BEGIN Records shown
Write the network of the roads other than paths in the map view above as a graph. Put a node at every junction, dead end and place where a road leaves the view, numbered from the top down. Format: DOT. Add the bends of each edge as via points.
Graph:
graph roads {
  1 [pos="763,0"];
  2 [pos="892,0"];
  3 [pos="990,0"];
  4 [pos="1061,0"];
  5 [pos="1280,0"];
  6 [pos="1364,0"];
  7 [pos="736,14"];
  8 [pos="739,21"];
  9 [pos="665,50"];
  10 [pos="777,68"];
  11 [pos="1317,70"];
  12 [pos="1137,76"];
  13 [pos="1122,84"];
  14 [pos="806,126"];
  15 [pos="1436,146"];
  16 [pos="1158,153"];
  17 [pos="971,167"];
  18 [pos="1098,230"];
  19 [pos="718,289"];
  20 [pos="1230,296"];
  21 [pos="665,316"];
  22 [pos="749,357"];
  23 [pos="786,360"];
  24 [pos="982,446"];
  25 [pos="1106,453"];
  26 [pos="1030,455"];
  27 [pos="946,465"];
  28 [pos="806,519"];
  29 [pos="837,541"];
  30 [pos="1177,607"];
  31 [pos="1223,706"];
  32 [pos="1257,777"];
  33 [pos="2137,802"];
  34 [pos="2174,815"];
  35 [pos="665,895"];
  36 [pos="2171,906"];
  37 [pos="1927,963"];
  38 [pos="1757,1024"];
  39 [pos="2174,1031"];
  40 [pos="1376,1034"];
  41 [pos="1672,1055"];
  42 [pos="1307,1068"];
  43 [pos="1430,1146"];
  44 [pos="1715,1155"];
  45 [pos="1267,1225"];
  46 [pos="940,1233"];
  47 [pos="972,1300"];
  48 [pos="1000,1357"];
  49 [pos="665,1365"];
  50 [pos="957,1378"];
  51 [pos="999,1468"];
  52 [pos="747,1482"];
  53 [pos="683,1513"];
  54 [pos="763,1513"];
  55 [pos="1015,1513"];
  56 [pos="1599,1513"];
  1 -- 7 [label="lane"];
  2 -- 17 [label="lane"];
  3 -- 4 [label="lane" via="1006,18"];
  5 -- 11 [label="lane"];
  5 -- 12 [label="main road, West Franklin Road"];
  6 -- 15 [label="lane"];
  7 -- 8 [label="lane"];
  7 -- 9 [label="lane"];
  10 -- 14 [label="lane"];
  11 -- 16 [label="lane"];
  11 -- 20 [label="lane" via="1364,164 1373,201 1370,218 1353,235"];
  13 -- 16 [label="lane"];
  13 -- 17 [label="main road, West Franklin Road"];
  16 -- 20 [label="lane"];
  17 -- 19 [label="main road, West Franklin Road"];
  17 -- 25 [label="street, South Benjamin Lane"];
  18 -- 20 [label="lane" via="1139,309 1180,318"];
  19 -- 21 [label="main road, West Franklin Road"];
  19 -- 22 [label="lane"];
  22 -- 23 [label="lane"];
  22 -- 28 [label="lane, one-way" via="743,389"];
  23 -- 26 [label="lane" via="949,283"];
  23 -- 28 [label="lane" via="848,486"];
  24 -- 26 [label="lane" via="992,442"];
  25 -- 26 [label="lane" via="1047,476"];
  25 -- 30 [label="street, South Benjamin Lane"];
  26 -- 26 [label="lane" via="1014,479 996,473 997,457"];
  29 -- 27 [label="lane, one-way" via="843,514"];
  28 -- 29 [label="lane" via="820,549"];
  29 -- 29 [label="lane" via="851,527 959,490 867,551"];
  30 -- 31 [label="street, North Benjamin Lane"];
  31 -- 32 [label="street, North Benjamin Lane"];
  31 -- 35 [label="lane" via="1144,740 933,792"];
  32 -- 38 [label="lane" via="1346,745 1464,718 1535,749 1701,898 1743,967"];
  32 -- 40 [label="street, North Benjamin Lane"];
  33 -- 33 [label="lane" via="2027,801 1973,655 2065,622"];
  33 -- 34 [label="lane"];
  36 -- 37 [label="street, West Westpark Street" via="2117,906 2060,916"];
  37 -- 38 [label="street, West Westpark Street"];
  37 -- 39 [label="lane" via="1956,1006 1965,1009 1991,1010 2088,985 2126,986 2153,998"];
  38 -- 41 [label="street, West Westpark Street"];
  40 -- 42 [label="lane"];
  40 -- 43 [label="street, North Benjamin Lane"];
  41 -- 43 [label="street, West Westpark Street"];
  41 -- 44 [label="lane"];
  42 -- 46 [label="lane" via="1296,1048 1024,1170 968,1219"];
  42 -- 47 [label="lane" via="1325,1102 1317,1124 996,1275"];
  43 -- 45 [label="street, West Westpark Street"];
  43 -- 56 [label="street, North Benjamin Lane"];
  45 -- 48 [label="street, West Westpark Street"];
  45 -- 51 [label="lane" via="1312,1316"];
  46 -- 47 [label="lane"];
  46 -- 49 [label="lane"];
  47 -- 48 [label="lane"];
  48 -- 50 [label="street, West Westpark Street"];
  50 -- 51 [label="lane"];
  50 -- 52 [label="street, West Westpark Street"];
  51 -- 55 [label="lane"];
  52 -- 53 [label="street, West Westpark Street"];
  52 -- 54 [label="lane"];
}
END Records shown
What to work on: Line by line, retype the data exactly as written.

Expected answer:
Write the network of the roads other than paths in the map view above as a graph. Put a node at every junction, dead end and place where a road leaves the view, numbered from the top down. Format: DOT. Add the bends of each edge as via points.
Graph:
graph roads {
  1 [pos="763,0"];
  2 [pos="892,0"];
  3 [pos="990,0"];
  4 [pos="1061,0"];
  5 [pos="1280,0"];
  6 [pos="1364,0"];
  7 [pos="736,14"];
  8 [pos="739,21"];
  9 [pos="665,50"];
  10 [pos="777,68"];
  11 [pos="1317,70"];
  12 [pos="1137,76"];
  13 [pos="1122,84"];
  14 [pos="806,126"];
  15 [pos="1436,146"];
  16 [pos="1158,153"];
  17 [pos="971,167"];
  18 [pos="1098,230"];
  19 [pos="718,289"];
  20 [pos="1230,296"];
  21 [pos="665,316"];
  22 [pos="749,357"];
  23 [pos="786,360"];
  24 [pos="982,446"];
  25 [pos="1106,453"];
  26 [pos="1030,455"];
  27 [pos="946,465"];
  28 [pos="806,519"];
  29 [pos="837,541"];
  30 [pos="1177,607"];
  31 [pos="1223,706"];
  32 [pos="1257,777"];
  33 [pos="2137,802"];
  34 [pos="2174,815"];
  35 [pos="665,895"];
  36 [pos="2171,906"];
  37 [pos="1927,963"];
  38 [pos="1757,1024"];
  39 [pos="2174,1031"];
  40 [pos="1376,1034"];
  41 [pos="1672,1055"];
  42 [pos="1307,1068"];
  43 [pos="1430,1146"];
  44 [pos="1715,1155"];
  45 [pos="1267,1225"];
  46 [pos="940,1233"];
  47 [pos="972,1300"];
  48 [pos="1000,1357"];
  49 [pos="665,1365"];
  50 [pos="957,1378"];
  51 [pos="999,1468"];
  52 [pos="747,1482"];
  53 [pos="683,1513"];
  54 [pos="763,1513"];
  55 [pos="1015,1513"];
  56 [pos="1599,1513"];
  1 -- 7 [label="lane"];
  2 -- 17 [label="lane"];
  3 -- 4 [label="lane" via="1006,18"];
  5 -- 11 [label="lane"];
  5 -- 12 [label="main road, West Franklin Road"];
  6 -- 15 [label="lane"];
  7 -- 8 [label="lane"];
  7 -- 9 [label="lane"];
  10 -- 14 [label="lane"];
  11 -- 16 [label="lane"];
  11 -- 20 [label="lane" via="1364,164 1373,201 1370,218 1353,235"];
  13 -- 16 [label="lane"];
  13 -- 17 [label="main road, West Franklin Road"];
  16 -- 20 [label="lane"];
  17 -- 19 [label="main road, West Franklin Road"];
  17 -- 25 [label="street, South Benjamin Lane"];
  18 -- 20 [label="lane" via="1139,309 1180,318"];
  19 -- 21 [label="main road, West Franklin Road"];
  19 -- 22 [label="lane"];
  22 -- 23 [label="lane"];
  22 -- 28 [label="lane, one-way" via="743,389"];
  23 -- 26 [label="lane" via="949,283"];
  23 -- 28 [label="lane" via="848,486"];
  24 -- 26 [label="lane" via="992,442"];
  25 -- 26 [label="lane" via="1047,476"];
  25 -- 30 [label="street, South Benjamin Lane"];
  26 -- 26 [label="lane" via="1014,479 996,473 997,457"];
  29 -- 27 [label="lane, one-way" via="843,514"];
  28 -- 29 [label="lane" via="820,549"];
  29 -- 29 [label="lane" via="851,527 959,490 867,551"];
  30 -- 31 [label="street, North Benjamin Lane"];
  31 -- 32 [label="street, North Benjamin Lane"];
  31 -- 35 [label="lane" via="1144,740 933,792"];
  32 -- 38 [label="lane" via="1346,745 1464,718 1535,749 1701,898 1743,967"];
  32 -- 40 [label="street, North Benjamin Lane"];
  33 -- 33 [label="lane" via="2027,801 1973,655 2065,622"];
  33 -- 34 [label="lane"];
  36 -- 37 [label="street, West Westpark Street" via="2117,906 2060,916"];
  37 -- 38 [label="street, West Westpark Street"];
  37 -- 39 [label="lane" via="1956,1006 1965,1009 1991,1010 2088,985 2126,986 2153,998"];
  38 -- 41 [label="street, West Westpark Street"];
  40 -- 42 [label="lane"];
  40 -- 43 [label="street, North Benjamin Lane"];
  41 -- 43 [label="street, West Westpark Street"];
  41 -- 44 [label="lane"];
  42 -- 46 [label="lane" via="1296,1048 1024,1170 968,1219"];
  42 -- 47 [label="lane" via="1325,1102 1317,1124 996,1275"];
  43 -- 45 [label="street, West Westpark Street"];
  43 -- 56 [label="street, North Benjamin Lane"];
  45 -- 48 [label="street, West Westpark Street"];
  45 -- 51 [label="lane" via="1312,1316"];
  46 -- 47 [label="lane"];
  46 -- 49 [label="lane"];
  47 -- 48 [label="lane"];
  48 -- 50 [label="street, West Westpark Street"];
  50 -- 51 [label="lane"];
  50 -- 52 [label="street, West Westpark Street"];
  51 -- 55 [label="lane"];
  52 -- 53 [label="street, West Westpark Street"];
  52 -- 54 [label="lane"];
}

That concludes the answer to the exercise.